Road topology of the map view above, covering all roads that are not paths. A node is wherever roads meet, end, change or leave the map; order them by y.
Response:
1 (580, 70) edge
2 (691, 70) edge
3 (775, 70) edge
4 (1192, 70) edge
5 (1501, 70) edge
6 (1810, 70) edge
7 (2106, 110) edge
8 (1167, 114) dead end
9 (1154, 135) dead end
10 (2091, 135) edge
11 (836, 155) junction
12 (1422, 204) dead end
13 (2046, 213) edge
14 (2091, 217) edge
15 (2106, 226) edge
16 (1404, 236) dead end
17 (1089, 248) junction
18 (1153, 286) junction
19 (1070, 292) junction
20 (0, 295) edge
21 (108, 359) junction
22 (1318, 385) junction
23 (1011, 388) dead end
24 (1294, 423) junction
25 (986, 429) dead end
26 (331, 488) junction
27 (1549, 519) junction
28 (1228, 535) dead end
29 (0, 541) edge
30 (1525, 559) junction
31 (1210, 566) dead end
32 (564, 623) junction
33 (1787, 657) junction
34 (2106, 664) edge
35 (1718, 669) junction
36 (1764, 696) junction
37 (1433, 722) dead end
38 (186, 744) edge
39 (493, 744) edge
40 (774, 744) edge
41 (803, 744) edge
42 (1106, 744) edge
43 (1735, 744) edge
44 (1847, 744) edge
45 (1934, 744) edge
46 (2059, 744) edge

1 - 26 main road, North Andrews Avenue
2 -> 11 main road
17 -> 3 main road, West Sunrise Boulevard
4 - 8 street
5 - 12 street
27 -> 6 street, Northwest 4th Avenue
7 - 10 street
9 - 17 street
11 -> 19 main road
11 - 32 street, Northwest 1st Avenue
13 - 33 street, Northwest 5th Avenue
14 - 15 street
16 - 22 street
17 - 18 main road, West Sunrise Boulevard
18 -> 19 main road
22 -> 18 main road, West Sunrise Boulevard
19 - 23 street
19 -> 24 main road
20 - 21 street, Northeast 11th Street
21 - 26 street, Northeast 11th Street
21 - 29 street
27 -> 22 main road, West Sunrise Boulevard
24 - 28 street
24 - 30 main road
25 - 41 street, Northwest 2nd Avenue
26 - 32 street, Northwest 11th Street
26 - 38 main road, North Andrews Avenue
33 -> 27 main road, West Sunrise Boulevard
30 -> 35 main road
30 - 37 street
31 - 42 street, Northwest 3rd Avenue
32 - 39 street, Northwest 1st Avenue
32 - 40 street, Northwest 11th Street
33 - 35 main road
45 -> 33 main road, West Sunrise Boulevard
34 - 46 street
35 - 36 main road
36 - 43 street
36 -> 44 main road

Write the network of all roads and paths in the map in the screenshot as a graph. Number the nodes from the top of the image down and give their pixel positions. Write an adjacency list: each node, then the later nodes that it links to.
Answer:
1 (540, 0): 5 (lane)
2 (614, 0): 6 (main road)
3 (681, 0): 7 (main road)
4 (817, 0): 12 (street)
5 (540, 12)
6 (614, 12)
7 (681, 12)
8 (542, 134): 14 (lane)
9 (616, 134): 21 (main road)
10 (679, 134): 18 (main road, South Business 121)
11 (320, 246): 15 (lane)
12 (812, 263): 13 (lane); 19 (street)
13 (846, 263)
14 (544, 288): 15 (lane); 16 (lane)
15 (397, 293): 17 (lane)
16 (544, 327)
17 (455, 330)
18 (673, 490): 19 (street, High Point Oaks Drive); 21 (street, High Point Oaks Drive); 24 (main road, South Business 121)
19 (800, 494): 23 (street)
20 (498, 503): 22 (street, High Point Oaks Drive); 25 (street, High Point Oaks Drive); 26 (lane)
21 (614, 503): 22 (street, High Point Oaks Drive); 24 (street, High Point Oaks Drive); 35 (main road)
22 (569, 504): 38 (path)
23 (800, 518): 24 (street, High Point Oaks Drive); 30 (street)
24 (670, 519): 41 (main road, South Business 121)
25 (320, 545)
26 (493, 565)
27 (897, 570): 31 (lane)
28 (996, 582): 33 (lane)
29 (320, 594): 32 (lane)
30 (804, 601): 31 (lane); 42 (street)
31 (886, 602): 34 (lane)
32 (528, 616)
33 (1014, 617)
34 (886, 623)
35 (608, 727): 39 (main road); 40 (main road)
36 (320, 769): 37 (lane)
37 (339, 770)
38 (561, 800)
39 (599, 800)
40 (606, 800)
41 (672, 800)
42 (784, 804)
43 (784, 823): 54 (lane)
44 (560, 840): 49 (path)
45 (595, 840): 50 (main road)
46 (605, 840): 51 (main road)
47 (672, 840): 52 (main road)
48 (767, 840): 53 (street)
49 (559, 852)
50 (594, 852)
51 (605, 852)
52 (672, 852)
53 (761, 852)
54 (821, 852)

====================

_TASK TO COMPLETE:_
Pick out and copy the lines of the material that include the word "paths".

_SOLUTION TO THIS TASK:_
Road topology of the map view above, covering all roads that are not paths. A node is wherever roads meet, end, change or leave the map; order them by y.
Write the network of all roads and paths in the map in the screenshot as a graph. Number the nodes from the top of the image down and give their pixel positions. Write an adjacency list: each node, then the later nodes that it links to.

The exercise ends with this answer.